When using OpenGL screensavers, or random screensaver mode which could end up using an OpenGL screensaver, it is possible that the entire system could hang or become unstable. This occurs on all releases of Red Hat Linux in which DRI is part of the distribution. The more common symptoms of this are people using the "starwars" screensaver and reporting lockups. Other screensavers are also reported a lot to have these lockup problems. Recently, Tim Smith <tsmith> found a bug in the way DRM locking was done, and produced a patch to fix it. This patch is now included in the Red Hat rawhide kernel. This long standing problem which was previously undeterminable should now be fixed finally. I've created this bug report as a brief summary of the problem, and the resolution which can be used to close duplicate reports of this problem against, including past and future reported bugs. If anyone has reported a bug where the X server or whole system crashes when GL screensavers are used, please test the Red Hat Linux Null beta plus all newer rawhide packages, or wait until our final next distro release. If your bug gets marked as a duplicate of this one, and after testing the latest release as above, please reopen your bug report and provide updated status info, etc. so we can investigate it again.
*** Bug 49586 has been marked as a duplicate of this bug. ***
*** Bug 49569 has been marked as a duplicate of this bug. ***
*** Bug 38350 has been marked as a duplicate of this bug. ***
*** Bug 36682 has been marked as a duplicate of this bug. ***
I have been exeriencing this problem on RedHat9 (only with starwars screensaver). Keyboard, display locked. ssh works. reboot only recovery mechanism known. My impression from this and related bugs is that I should not be experiencing this problem in this version of RedHat. I have a dual display with Matrox hardware.
We believe these issues to be resolved in our currently shipping OS releases. Please upgrade to Fedora Core 2 or later, and if these issues turn out to still be reproduceable, please file a bug report in the X.Org bugzilla located at http://bugs.freedesktop.org in the "xorg" component. Once you've filed your bug report to X.Org, if you would also like Red Hat to track the new issue, you can file a new bug report in Red Hat bugzilla that simply has a pointer to the X.Org bug report, and we will gladly track the issue in the centralized X.Org bug tracker, and will review any bug fixes that become available for consideration in future updates.

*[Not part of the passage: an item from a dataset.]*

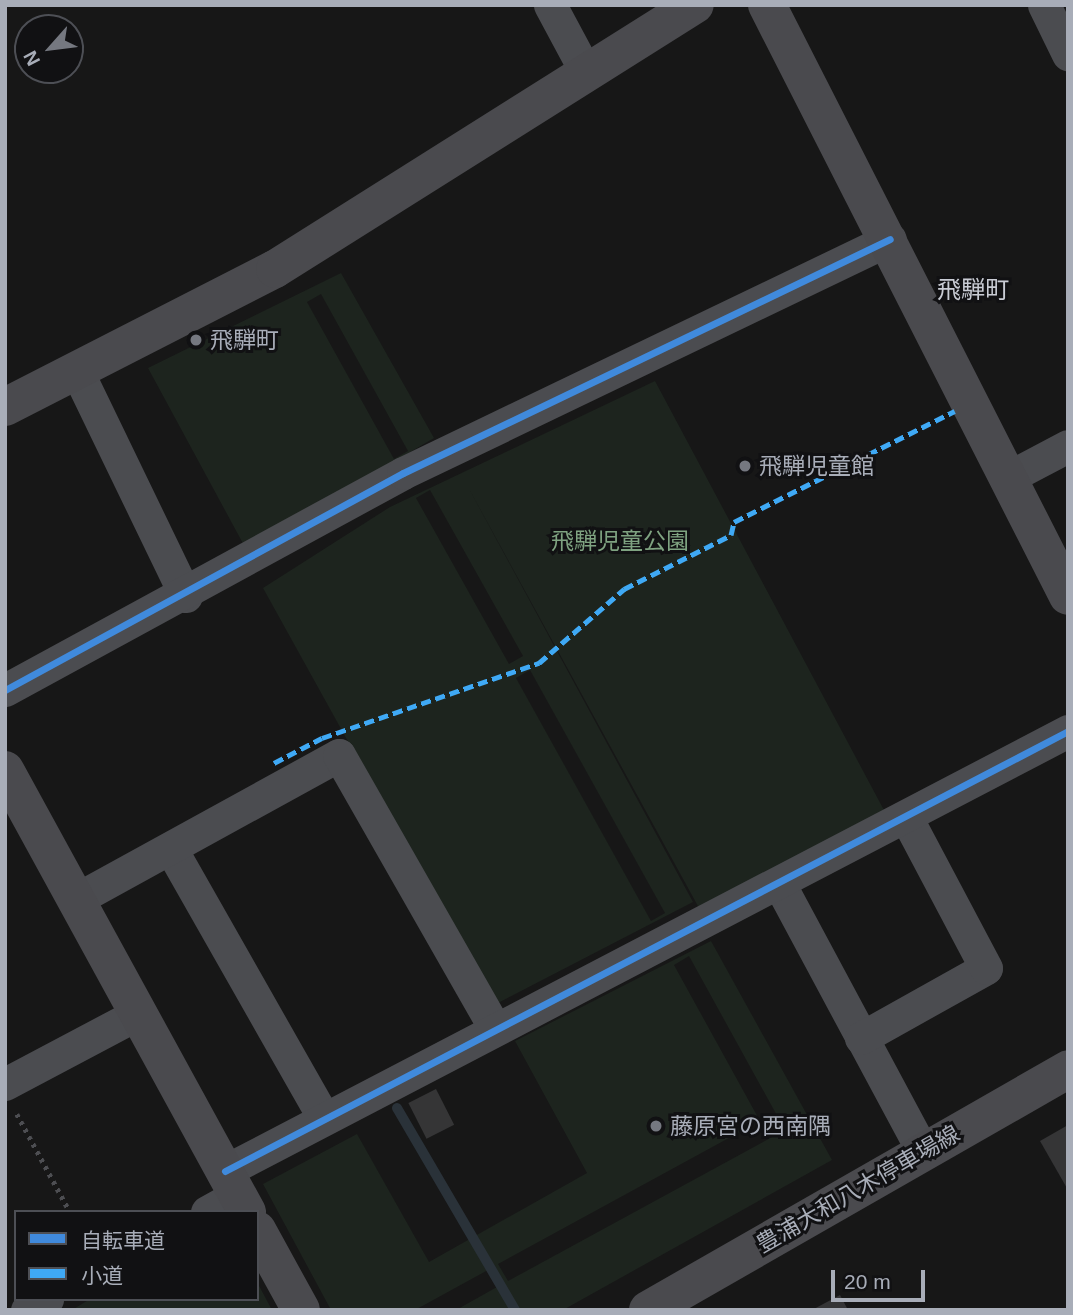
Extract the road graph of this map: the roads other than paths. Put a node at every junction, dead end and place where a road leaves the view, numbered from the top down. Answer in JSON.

The issue is back. This is Fedora 12.
A screensaver triggering a system crash is most likely either a bug in the kernel side video driver subsystem (DRM, or Nvidia's proprietary stuff, etc.), or in the userland X video driver or Mesa driver which usually end up being kernel side bugs anyway, and are usually hardware specific, driver specific, and OS distribution and kernel specific also. This generic "my system hangs with screensavers" bug is ancient and actually not very useful overall. If someone is experiencing a "screensavers crash my system in the middle of the night" type bug, the best thing to do is to open a fresh bug report up in bugzilla against the correct RHEL or Fedora release, and attach their X server log file and config file (if using one), along with the details necessary to attempt to reproduce the problem. Try to narrow down the exact problematic screensaver that triggers the problem by disabling "random" mode, and trying each OpenGL based screensaver one at a time. If it is a problem that only happens at a random time during the night, try one screensaver per night until one is found to reliably crash the system. That can then be used as a reproducable test case to try and diagnose the crash. If the person is using proprietary or other 3rd party video drivers, they should report the problem they're having directly to their vendor (ATI/Nvidia) instead if possible, or report it in the X.Org bugzilla which I believe both Nvidia and ATI peruse. In the past, the quick fix that was done to work around these types of issues, was to disable the screensavers that triggered the problems, but that is an ugly bandaid that avoids the real problem, which is almost always buggy video drivers. Now that there are tonnes of people hacking on X compared to the XFree86 days, these type of test cases could go a long way to fixing long standing bugs in the video drivers, so I don't think any screensavers should be disabled as a software update "fix" as that sidesteps the issue. ;o) I'm out of the loop with X these days, but I hope this advice may lead to latent driver bugs getting fixed, whether OSS or proprietary drivers are being used. Hope this helps.